**ABOUT THIS EXERCISE**
The expected answer is every line of the material that contains the word "Queen".

□ □ □ □

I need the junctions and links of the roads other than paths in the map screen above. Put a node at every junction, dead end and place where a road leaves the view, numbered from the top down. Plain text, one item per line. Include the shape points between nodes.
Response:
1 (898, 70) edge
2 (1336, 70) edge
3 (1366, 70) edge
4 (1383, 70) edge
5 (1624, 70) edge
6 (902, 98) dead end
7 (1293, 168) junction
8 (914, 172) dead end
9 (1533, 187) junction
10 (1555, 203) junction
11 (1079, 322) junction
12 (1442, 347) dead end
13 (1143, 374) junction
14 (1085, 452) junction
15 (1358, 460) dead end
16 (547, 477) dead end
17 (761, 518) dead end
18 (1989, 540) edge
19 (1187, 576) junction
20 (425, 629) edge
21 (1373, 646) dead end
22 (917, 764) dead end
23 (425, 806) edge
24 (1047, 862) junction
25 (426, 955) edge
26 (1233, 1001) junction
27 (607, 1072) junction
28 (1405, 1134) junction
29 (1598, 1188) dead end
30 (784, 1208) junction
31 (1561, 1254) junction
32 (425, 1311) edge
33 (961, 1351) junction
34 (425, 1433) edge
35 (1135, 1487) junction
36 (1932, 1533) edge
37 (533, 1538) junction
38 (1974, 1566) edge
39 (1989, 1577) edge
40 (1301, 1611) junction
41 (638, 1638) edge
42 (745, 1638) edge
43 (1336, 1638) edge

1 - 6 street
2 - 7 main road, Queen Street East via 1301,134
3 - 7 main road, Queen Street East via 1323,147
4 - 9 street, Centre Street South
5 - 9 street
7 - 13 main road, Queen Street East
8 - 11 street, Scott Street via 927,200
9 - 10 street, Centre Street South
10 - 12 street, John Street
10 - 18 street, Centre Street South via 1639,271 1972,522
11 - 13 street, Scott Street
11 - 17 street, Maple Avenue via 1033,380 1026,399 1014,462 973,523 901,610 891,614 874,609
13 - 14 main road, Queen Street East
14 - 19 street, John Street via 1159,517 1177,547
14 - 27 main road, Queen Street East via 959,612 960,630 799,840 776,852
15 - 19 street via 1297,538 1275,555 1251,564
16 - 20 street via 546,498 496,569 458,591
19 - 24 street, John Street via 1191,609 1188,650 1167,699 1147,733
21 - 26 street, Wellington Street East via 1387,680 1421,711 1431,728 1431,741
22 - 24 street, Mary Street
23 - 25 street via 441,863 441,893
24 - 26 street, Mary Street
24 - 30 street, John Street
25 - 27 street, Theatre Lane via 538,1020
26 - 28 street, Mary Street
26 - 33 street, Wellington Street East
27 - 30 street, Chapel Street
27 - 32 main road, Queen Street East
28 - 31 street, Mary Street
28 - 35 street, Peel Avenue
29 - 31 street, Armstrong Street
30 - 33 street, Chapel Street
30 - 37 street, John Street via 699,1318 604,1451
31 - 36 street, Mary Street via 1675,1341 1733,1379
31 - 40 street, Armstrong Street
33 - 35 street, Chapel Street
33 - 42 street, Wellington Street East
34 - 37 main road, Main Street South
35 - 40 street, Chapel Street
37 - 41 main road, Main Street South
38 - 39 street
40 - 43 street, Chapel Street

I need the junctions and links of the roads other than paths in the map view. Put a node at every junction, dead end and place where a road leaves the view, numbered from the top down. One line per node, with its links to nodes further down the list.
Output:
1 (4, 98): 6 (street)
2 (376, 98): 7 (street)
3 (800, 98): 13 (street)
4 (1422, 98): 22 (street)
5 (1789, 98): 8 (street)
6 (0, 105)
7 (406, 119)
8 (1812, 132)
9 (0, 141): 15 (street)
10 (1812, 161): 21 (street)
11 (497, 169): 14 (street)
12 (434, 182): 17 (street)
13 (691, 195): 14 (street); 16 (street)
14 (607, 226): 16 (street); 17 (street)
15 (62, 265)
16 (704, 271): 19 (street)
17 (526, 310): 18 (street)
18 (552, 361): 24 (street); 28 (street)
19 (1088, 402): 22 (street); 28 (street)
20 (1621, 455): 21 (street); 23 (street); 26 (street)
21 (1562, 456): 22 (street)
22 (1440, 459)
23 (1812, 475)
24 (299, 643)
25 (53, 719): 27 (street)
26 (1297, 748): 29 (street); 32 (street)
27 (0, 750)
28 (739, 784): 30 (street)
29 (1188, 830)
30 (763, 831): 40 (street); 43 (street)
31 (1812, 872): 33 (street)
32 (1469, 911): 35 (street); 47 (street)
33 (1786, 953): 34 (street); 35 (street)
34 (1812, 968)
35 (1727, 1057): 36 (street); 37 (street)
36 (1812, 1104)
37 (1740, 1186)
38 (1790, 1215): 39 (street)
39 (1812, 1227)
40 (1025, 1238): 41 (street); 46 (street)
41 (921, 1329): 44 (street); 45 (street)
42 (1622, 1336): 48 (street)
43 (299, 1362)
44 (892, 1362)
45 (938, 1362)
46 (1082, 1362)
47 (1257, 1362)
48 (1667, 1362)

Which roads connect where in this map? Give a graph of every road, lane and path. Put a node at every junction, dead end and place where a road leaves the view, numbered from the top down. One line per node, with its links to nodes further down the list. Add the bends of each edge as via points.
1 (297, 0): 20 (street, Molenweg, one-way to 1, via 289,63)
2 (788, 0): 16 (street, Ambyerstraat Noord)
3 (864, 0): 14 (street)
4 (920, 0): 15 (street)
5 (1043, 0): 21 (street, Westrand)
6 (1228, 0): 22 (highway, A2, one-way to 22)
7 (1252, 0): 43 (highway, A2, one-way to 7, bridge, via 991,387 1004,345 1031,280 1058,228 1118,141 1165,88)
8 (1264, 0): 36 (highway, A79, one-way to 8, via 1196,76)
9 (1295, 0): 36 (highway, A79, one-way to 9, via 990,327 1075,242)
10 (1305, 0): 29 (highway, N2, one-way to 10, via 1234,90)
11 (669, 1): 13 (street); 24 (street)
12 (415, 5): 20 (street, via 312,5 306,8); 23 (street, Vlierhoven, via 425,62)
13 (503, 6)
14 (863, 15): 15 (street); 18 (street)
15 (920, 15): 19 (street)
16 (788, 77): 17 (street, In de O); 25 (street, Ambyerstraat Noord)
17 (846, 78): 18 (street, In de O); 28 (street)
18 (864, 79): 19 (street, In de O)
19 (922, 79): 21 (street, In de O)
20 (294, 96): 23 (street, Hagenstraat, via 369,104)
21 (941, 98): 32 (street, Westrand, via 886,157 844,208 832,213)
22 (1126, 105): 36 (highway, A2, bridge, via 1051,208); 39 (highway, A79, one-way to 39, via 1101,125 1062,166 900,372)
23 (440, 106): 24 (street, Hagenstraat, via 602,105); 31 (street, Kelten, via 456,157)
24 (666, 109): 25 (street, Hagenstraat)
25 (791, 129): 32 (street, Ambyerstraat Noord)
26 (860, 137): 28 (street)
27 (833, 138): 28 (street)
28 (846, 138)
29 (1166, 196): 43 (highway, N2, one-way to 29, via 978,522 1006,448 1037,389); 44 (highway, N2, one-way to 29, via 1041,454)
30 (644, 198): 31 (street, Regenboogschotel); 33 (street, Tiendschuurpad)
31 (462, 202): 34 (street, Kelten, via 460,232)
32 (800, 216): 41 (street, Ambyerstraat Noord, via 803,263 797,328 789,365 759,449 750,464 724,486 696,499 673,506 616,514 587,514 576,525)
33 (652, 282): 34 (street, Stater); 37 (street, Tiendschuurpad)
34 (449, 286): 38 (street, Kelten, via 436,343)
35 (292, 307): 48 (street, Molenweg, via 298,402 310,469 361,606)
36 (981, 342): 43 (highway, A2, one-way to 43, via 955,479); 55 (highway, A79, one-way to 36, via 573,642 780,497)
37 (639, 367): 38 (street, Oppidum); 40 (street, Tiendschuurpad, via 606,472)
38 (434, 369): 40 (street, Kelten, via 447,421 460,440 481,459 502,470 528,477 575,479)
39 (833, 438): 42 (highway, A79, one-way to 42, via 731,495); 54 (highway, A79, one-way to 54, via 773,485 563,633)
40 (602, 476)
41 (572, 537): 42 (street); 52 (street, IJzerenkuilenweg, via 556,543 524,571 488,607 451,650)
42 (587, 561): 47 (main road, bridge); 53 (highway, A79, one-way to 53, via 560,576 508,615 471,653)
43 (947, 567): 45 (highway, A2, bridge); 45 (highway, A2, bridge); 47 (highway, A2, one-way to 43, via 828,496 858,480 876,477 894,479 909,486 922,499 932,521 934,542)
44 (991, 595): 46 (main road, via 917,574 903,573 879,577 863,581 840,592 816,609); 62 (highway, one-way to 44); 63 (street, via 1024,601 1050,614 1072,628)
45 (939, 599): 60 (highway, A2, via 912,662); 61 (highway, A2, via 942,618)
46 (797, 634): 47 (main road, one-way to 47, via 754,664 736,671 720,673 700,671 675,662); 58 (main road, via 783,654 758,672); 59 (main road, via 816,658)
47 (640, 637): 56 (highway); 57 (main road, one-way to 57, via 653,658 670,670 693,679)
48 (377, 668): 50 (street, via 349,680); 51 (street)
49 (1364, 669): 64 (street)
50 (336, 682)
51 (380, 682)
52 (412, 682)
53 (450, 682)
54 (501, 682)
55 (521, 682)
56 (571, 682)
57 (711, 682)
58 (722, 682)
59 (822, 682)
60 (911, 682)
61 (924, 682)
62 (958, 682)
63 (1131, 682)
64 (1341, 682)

□ □ □ □

**TASK OUTPUT**
2 - 7 main road, Queen Street East via 1301,134
3 - 7 main road, Queen Street East via 1323,147
7 - 13 main road, Queen Street East
13 - 14 main road, Queen Street East
14 - 27 main road, Queen Street East via 959,612 960,630 799,840 776,852
27 - 32 main road, Queen Street East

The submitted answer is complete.